Discovery of Novel LAT1-Targeted PET Tracers from 18F‑Labeled Aromatic Amino Acids via Photocatalyzed 18F-Fluorination

Positron emission tomography (PET) tracers targeting amino acid metabolic dysregulation offer unique advantages for diagnosing and monitoring malignant brain tumors. Though the large neutral amino acid transporter 1 (LAT1) serves as a biomarker for many malignancies, clinically applicable LAT1-targeted PET tracers remain limited. This study combines LAT1 structural information and efficient photocatalyzed 18F-deoxyfluorination to explore the structure-activity relationship (SAR) of unnatural aromatic amino acid-derived LAT1 ligands. Small hydrophobic alkyl/alkoxy substituents and diverse linkers were introduced to the phenyl ring to fit LAT1’s flexible hydrophobic binding domain, leading to the discovery of novel LAT1-targeted tracers with excellent tumor uptake.
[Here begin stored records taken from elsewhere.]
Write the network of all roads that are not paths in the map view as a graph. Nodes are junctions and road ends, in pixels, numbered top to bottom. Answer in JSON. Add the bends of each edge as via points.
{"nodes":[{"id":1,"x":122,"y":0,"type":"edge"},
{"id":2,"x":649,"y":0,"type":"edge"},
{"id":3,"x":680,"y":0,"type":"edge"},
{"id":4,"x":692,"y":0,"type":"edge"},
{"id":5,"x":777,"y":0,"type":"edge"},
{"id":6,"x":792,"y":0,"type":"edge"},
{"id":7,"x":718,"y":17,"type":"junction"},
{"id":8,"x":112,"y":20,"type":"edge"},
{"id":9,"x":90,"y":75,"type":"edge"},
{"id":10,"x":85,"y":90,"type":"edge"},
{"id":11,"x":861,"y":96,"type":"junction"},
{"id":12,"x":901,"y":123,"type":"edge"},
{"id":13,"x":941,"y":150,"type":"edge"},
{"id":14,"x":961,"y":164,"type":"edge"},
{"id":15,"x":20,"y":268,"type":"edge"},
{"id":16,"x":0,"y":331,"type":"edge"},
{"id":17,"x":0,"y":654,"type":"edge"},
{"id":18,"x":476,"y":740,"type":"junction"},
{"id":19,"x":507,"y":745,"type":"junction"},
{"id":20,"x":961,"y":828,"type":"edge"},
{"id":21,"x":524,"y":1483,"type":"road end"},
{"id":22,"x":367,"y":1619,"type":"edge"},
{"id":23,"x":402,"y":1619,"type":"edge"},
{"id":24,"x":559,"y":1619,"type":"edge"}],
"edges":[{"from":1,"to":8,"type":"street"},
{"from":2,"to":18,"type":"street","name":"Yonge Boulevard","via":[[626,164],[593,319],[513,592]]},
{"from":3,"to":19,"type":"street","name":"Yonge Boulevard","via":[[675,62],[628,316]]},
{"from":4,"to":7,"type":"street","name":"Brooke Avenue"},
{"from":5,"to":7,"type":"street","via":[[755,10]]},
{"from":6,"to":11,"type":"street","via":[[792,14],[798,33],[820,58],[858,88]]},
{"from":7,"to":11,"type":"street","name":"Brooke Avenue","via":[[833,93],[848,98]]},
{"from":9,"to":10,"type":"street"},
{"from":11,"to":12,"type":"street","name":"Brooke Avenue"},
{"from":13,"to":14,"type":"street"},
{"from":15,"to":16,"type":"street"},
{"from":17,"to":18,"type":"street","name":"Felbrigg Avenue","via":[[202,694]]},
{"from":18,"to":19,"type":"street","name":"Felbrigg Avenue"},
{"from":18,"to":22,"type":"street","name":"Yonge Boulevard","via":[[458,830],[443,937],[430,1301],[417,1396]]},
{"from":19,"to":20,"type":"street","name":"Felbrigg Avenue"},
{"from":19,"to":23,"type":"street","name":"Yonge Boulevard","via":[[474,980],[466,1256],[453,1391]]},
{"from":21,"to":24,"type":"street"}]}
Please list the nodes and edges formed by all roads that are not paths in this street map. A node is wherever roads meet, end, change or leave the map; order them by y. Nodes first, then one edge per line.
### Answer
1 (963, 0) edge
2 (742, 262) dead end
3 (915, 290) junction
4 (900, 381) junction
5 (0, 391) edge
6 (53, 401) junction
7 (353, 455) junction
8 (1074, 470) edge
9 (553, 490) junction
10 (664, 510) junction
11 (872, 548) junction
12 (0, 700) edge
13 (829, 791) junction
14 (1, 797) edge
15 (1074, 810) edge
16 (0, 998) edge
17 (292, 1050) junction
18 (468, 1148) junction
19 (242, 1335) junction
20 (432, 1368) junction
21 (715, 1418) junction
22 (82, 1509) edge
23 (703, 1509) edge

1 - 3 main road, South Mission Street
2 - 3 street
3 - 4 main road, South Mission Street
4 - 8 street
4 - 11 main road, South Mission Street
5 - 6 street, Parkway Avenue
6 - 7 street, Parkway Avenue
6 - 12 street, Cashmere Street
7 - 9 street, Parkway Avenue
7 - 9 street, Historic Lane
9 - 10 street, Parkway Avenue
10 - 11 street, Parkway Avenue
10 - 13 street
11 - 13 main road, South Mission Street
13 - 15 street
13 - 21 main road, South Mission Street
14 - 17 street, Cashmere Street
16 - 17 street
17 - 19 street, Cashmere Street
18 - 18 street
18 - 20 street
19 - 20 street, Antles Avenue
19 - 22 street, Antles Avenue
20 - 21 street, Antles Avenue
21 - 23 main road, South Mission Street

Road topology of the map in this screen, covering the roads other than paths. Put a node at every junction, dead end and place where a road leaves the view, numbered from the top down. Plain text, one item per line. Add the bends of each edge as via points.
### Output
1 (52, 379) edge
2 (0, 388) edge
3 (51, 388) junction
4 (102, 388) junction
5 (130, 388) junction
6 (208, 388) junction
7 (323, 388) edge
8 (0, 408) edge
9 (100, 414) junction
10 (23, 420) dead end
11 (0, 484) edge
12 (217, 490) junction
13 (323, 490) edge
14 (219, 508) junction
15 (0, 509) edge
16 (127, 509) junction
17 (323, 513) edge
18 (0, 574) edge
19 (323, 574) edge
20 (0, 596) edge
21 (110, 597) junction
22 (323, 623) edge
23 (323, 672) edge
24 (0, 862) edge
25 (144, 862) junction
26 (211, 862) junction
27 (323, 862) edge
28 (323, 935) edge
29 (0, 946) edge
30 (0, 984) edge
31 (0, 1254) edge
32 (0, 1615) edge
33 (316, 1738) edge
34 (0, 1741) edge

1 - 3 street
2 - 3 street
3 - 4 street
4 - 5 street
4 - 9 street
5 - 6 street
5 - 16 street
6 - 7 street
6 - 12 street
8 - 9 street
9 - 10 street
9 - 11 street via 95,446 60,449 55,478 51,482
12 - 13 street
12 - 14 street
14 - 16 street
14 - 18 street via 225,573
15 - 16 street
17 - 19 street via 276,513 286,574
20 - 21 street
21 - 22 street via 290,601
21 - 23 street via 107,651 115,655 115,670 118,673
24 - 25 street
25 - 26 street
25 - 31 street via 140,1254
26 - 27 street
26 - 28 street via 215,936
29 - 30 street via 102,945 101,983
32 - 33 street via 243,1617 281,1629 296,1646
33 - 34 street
The methylated phenylalanine PET tracer L-[18F]1j (SUVmax = 1.55 ± 0.16) showed better orthotopic glioma (U87MG mice) uptake and boundary delineation than the clinically used [18F]FET (SUVmax = 0.96 ± 0.22). Additionally, L-[18F]1j was successfully synthesized via a commercial automated synthesis module, demonstrating a high potential for clinical translation.